What you need to do:
Only the lines from the beginning of the listing below through the line with "pinky dip: (239, 194)" belong in the answer; please print them exactly and drop the pictures.

================================

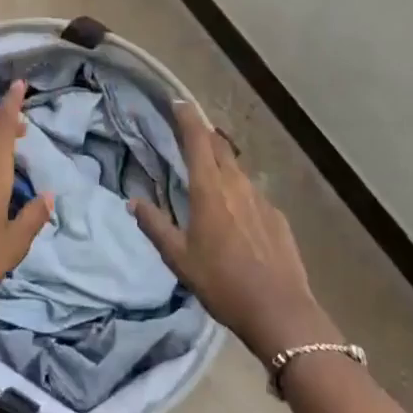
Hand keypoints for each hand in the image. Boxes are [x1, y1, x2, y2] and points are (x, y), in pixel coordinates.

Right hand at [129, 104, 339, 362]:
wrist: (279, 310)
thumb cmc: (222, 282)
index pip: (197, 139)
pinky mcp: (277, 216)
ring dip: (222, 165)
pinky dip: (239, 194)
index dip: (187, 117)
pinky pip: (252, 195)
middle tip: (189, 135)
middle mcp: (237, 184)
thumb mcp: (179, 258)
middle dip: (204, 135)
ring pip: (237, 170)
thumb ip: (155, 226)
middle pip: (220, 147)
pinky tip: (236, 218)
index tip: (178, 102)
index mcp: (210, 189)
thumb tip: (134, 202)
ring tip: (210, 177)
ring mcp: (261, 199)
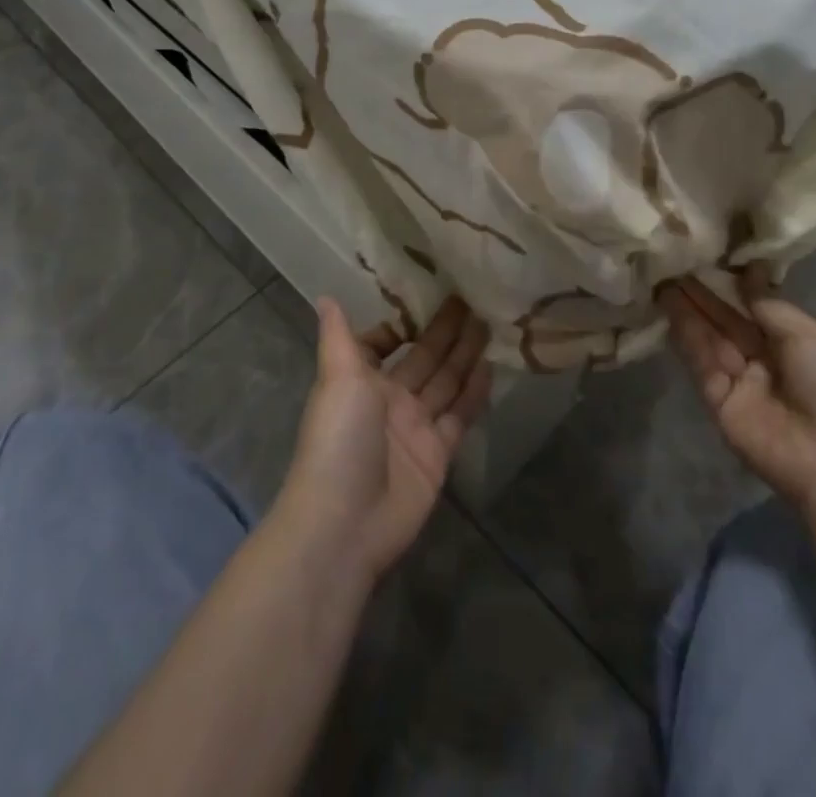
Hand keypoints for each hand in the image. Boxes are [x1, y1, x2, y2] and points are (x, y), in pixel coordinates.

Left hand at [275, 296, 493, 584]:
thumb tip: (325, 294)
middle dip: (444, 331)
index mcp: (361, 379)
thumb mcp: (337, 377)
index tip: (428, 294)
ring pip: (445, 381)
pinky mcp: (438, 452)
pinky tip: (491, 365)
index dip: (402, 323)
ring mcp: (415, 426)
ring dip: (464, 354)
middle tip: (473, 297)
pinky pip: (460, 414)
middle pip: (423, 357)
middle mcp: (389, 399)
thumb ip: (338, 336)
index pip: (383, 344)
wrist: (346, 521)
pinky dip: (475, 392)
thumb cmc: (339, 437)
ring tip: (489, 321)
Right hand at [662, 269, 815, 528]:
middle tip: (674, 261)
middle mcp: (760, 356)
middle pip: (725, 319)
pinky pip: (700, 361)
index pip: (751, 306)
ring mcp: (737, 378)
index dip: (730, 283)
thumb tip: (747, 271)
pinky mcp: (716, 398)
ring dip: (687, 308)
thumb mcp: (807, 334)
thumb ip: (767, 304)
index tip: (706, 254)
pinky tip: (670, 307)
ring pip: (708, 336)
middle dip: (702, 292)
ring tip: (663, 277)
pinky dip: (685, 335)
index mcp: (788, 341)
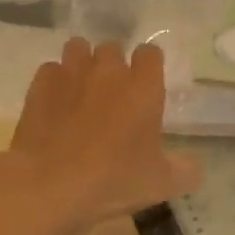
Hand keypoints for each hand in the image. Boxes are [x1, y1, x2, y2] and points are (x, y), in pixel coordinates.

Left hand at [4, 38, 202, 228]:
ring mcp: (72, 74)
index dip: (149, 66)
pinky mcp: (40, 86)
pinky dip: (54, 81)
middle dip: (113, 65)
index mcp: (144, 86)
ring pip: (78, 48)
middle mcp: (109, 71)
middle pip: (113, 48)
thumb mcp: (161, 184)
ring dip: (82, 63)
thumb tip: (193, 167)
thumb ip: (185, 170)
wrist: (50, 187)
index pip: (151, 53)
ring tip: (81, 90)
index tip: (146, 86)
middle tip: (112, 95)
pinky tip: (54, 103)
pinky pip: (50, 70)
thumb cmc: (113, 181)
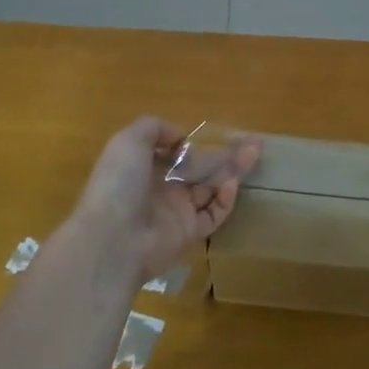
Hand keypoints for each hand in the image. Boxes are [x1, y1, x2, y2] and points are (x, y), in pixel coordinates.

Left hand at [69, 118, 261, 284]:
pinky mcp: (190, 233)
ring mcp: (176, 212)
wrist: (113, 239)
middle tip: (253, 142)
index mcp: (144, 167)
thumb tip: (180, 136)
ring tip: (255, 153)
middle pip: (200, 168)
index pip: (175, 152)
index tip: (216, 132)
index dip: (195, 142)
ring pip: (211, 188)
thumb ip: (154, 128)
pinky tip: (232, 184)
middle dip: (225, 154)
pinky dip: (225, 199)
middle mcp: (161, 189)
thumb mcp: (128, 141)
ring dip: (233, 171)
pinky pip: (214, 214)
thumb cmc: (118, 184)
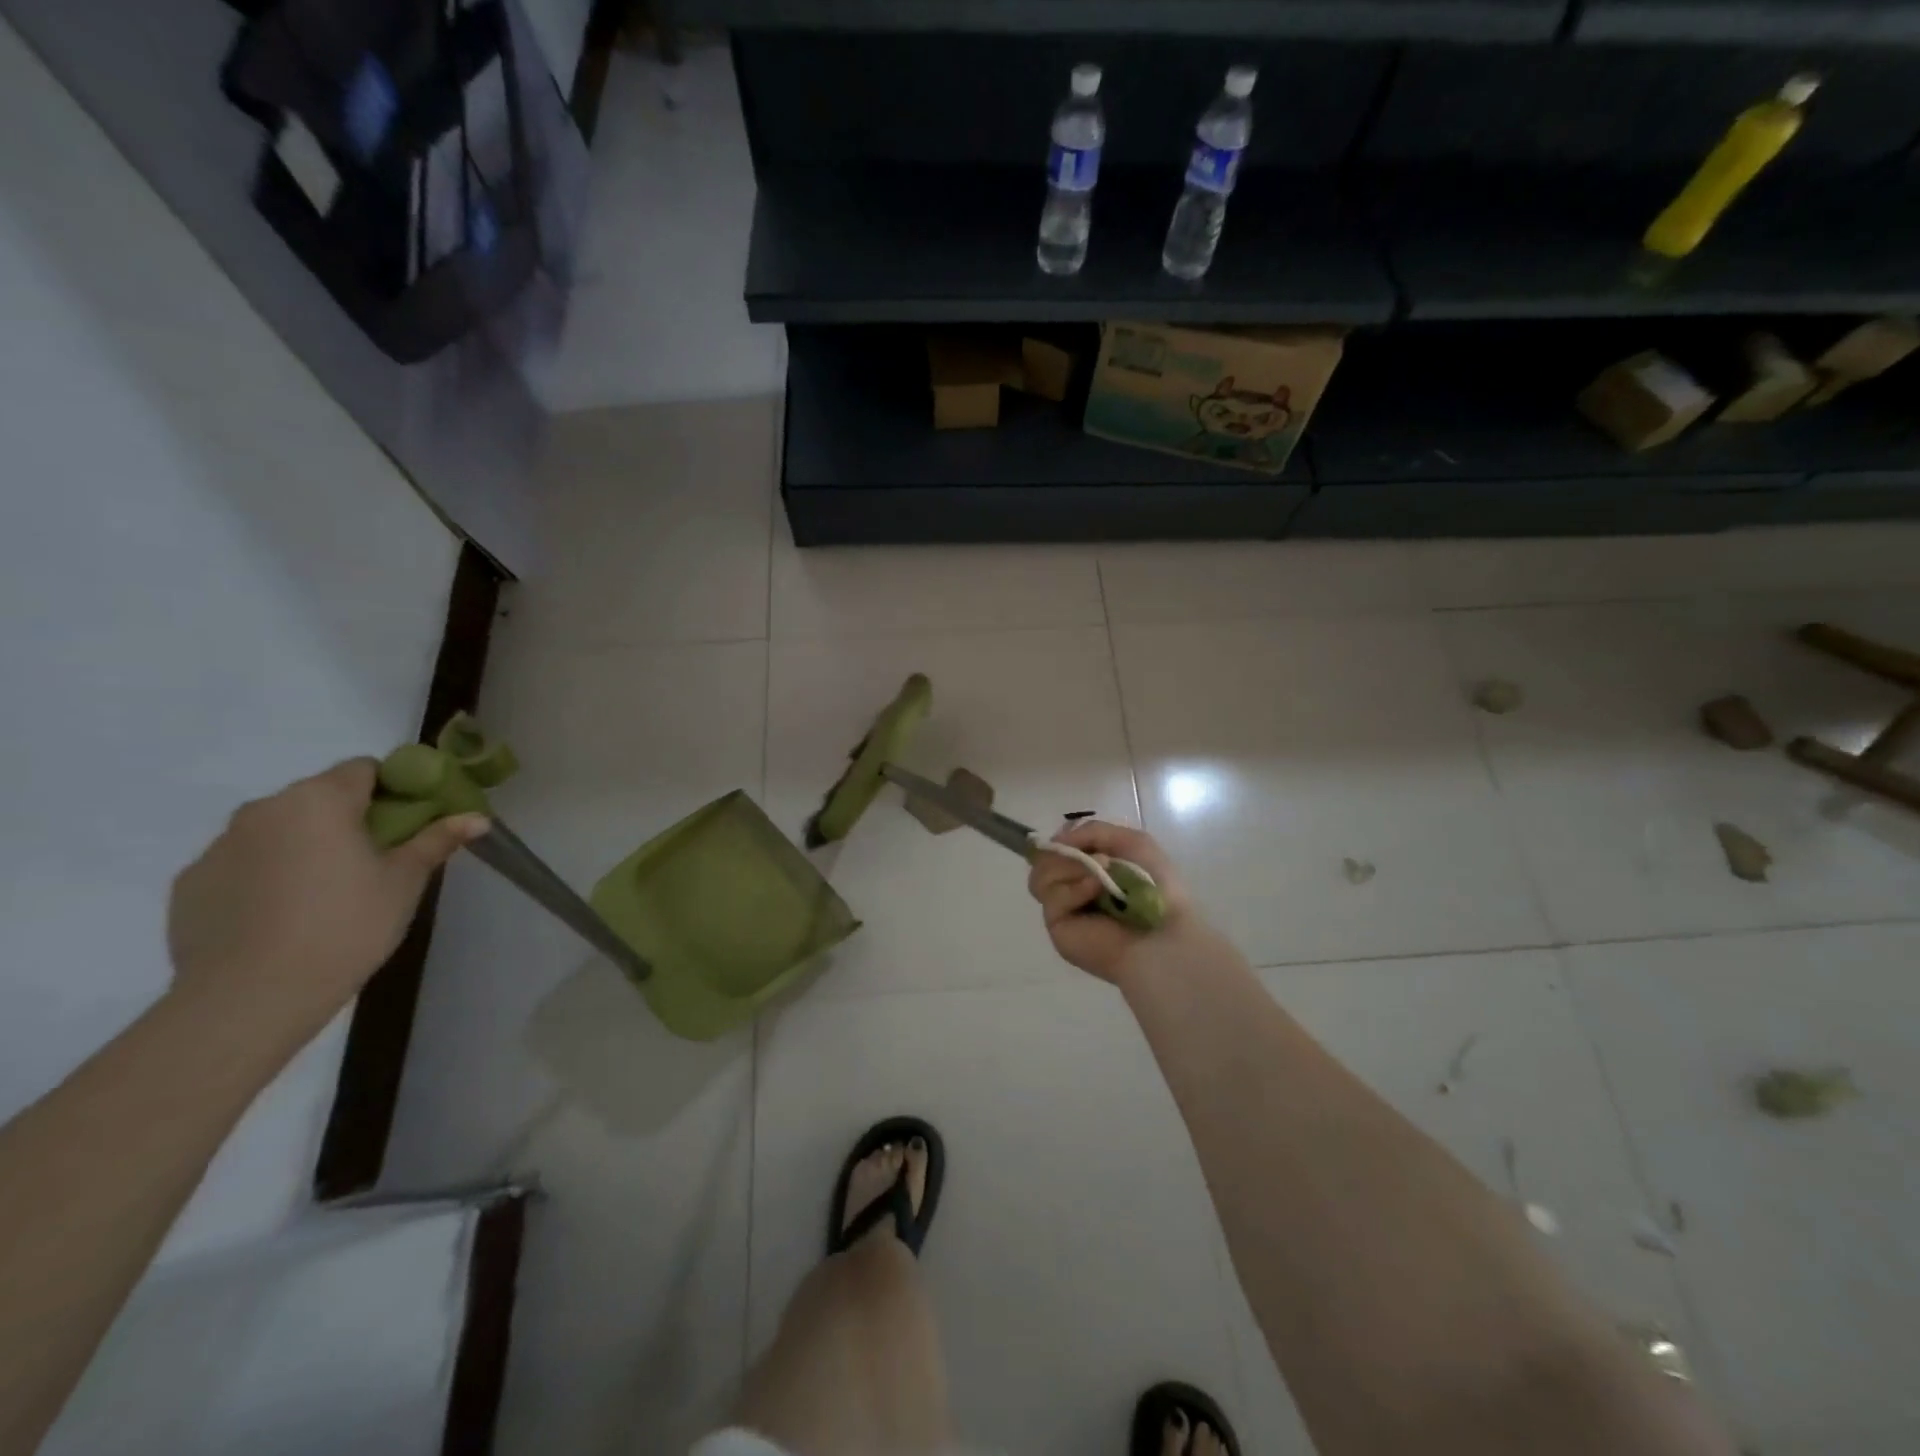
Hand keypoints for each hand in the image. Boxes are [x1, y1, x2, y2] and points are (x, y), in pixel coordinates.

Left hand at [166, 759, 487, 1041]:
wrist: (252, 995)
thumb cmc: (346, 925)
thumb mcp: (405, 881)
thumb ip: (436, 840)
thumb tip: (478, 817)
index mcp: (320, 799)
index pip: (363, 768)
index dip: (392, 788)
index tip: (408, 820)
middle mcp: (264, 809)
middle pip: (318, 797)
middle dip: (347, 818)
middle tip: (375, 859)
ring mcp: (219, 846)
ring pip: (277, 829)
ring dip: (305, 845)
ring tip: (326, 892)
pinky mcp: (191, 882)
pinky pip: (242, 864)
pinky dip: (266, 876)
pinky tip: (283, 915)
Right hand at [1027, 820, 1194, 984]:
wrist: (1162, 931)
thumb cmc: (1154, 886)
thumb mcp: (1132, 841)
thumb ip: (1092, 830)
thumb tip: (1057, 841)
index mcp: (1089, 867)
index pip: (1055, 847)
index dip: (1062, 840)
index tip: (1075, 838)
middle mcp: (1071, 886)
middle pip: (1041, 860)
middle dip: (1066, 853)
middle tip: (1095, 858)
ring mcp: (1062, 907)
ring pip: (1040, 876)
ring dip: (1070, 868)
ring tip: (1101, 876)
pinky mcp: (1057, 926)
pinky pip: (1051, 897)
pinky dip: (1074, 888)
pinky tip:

================================

Problem solution:
Hand keypoints for each hand in the image. Boxes are [x1, y1, x2, y2] and points are (x, y), in pixel coordinates.

Right hand at [129, 104, 339, 362]:
wrist: (279, 310)
thumb cmc: (222, 282)
index pip: (197, 139)
pinky mcp: (277, 216)
ring dip: (222, 165)
pinky dip: (239, 194)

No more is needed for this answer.